**Dataset items**

++++++++++++++++++++

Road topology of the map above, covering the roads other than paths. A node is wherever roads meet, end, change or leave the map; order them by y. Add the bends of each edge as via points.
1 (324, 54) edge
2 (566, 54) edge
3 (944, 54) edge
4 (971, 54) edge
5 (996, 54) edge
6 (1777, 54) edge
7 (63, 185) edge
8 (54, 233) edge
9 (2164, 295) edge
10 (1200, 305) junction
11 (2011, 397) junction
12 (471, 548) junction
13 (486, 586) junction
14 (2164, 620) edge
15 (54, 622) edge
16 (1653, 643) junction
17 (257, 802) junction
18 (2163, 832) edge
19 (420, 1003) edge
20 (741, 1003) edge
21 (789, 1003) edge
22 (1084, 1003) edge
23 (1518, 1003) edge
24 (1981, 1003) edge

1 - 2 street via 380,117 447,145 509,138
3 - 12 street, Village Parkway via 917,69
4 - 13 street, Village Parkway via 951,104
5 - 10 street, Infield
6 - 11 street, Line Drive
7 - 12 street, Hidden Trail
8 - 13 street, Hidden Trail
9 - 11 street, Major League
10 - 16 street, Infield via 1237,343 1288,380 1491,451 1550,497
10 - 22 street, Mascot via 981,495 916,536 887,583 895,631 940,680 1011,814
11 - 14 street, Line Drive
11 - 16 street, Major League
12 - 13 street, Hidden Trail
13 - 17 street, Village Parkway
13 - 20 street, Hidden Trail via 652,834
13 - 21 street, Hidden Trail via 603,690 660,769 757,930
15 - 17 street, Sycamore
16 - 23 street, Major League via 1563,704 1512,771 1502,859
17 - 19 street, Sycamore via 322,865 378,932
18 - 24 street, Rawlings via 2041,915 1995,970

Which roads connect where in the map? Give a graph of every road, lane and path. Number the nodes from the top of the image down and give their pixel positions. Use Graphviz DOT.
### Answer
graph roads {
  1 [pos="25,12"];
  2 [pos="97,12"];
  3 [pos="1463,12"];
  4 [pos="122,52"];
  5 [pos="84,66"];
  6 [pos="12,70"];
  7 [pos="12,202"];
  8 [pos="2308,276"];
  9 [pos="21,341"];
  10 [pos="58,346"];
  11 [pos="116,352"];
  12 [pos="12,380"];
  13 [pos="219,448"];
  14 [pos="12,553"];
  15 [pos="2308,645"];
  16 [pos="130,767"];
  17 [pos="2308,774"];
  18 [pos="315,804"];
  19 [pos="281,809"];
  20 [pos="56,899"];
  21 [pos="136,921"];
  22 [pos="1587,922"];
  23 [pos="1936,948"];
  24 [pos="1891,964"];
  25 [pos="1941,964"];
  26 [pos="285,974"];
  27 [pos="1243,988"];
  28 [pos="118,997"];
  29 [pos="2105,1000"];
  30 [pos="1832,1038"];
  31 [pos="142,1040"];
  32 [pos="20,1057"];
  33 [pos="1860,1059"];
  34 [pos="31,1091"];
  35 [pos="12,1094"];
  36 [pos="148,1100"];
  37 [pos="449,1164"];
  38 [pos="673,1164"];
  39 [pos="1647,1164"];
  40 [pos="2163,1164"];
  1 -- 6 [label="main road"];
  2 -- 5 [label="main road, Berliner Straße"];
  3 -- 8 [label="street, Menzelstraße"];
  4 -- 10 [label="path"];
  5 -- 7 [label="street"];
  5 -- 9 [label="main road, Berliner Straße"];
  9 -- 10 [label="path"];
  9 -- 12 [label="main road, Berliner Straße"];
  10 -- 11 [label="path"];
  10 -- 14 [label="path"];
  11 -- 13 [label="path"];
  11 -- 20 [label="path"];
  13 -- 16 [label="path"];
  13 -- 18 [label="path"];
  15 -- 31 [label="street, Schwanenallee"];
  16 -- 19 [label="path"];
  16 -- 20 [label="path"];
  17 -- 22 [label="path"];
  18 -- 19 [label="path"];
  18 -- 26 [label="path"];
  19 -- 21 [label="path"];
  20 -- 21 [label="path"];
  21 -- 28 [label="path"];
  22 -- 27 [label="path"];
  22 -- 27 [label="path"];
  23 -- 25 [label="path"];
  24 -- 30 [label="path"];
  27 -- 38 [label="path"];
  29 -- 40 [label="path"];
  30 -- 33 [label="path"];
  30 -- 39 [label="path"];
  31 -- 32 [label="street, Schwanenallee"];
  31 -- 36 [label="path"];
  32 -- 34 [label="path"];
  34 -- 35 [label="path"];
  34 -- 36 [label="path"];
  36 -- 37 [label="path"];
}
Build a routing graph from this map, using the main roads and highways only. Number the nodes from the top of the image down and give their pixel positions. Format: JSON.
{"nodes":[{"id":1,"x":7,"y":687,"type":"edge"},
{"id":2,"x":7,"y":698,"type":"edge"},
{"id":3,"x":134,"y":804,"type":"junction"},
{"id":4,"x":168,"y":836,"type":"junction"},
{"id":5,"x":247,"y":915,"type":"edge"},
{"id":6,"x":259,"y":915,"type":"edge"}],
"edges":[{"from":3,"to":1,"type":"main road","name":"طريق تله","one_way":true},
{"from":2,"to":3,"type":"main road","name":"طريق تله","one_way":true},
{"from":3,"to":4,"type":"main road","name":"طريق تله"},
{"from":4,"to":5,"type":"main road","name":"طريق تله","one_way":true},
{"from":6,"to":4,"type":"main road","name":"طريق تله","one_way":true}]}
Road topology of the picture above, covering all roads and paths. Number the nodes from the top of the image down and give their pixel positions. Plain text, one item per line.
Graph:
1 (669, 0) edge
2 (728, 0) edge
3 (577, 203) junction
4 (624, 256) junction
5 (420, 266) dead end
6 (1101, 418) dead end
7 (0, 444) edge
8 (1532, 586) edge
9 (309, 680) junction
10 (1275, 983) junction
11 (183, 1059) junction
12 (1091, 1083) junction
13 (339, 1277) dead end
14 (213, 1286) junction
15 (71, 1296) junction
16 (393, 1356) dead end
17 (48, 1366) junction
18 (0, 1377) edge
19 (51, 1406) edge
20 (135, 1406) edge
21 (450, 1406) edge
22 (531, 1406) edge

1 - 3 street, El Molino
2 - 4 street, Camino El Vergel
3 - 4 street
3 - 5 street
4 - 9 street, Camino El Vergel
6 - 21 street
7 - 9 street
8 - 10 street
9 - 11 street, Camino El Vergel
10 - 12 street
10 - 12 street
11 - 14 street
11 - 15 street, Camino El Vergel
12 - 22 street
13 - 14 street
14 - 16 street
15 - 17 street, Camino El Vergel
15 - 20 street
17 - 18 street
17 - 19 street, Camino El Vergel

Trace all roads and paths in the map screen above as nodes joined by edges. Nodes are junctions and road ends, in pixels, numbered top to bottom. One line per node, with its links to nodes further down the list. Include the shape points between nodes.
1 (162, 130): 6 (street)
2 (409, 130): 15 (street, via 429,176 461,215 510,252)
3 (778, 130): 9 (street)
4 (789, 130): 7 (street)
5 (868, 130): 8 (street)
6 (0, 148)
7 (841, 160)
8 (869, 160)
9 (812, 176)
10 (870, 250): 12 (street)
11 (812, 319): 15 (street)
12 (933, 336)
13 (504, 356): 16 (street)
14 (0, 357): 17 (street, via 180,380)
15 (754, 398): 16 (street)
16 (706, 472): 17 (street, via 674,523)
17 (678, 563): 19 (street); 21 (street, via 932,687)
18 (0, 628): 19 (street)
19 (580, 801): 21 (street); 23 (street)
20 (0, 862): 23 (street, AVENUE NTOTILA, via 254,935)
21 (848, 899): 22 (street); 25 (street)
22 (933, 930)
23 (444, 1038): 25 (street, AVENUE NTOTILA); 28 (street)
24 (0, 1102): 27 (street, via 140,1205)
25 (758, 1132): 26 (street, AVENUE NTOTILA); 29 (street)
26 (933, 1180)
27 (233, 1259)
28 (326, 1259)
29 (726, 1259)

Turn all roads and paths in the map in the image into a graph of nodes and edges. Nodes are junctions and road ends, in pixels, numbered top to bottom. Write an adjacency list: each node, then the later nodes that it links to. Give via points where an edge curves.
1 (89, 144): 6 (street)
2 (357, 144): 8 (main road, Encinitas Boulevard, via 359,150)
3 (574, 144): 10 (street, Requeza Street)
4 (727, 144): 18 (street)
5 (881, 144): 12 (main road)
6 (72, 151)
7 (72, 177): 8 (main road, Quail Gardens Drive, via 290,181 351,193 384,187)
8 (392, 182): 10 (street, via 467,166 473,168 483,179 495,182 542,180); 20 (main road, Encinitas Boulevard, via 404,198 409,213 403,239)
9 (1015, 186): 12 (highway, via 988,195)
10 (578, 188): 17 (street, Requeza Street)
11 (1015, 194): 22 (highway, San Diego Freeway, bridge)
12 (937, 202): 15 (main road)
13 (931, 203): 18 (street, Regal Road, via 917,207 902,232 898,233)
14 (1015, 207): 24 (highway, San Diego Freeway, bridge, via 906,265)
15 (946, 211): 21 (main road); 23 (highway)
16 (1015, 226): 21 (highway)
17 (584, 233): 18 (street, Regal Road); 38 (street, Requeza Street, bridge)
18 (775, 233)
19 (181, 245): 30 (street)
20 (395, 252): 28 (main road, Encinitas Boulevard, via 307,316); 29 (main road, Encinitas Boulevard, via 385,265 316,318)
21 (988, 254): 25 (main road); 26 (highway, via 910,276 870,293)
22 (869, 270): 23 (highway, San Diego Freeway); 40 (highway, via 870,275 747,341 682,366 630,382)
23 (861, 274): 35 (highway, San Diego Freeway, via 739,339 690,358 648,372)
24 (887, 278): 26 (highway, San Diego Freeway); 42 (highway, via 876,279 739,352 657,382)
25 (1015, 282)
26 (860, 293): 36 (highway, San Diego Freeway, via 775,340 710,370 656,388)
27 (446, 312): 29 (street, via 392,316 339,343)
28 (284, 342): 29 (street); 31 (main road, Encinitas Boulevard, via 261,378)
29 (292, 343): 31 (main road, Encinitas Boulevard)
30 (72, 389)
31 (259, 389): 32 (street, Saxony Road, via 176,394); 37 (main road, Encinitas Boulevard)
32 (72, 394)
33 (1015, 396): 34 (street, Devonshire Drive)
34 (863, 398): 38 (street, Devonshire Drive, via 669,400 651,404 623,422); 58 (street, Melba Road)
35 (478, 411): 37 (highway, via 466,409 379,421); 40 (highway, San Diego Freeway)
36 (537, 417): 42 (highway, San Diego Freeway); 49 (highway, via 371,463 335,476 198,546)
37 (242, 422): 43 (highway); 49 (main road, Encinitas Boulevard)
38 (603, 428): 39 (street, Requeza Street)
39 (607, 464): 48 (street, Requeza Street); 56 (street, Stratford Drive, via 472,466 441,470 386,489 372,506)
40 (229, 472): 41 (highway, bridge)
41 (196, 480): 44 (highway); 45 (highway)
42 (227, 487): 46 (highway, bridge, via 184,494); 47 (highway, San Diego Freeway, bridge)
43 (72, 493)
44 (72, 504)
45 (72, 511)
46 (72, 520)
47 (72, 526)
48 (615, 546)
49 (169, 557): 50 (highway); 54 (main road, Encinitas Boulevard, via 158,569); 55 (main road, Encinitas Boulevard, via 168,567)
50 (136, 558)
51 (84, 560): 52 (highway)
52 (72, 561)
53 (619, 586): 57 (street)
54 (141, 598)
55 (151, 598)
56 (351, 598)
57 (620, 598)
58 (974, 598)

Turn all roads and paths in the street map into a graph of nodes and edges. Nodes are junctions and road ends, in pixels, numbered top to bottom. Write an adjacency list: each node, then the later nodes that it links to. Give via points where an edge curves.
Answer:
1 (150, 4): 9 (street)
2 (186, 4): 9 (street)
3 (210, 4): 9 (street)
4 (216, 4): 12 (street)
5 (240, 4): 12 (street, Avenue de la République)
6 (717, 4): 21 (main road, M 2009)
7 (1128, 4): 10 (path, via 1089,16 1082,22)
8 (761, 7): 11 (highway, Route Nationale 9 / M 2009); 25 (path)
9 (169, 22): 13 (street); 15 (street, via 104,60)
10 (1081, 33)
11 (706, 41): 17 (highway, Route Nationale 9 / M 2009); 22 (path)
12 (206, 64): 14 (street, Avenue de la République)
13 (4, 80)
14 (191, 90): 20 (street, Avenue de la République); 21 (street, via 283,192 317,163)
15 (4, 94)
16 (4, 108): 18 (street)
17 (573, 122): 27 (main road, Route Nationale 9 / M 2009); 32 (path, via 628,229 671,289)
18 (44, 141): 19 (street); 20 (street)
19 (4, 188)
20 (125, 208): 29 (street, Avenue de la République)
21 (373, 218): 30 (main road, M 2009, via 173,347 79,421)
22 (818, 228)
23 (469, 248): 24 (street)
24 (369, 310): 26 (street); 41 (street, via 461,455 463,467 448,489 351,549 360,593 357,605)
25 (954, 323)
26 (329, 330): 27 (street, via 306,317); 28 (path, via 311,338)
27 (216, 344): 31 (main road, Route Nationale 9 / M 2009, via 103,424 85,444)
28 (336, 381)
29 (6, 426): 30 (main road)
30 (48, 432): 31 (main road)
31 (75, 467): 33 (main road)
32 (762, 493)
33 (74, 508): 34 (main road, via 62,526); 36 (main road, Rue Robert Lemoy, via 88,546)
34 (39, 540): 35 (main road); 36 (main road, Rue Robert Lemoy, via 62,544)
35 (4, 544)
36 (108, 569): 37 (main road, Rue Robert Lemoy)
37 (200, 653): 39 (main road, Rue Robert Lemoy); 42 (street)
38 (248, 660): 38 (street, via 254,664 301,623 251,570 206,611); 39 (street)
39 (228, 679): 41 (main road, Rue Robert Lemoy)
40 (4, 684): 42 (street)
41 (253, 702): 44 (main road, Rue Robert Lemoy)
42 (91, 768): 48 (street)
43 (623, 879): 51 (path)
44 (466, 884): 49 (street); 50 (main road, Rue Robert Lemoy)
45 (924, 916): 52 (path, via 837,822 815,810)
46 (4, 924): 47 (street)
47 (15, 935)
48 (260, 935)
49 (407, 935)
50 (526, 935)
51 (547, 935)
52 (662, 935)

++++++++++++++++++++

**Problem to solve**
Bring together all lines of the entries above in which the string "Village" occurs.

**Response to the task**
3 - 12 street, Village Parkway via 917,69
4 - 13 street, Village Parkway via 951,104
13 - 17 street, Village Parkway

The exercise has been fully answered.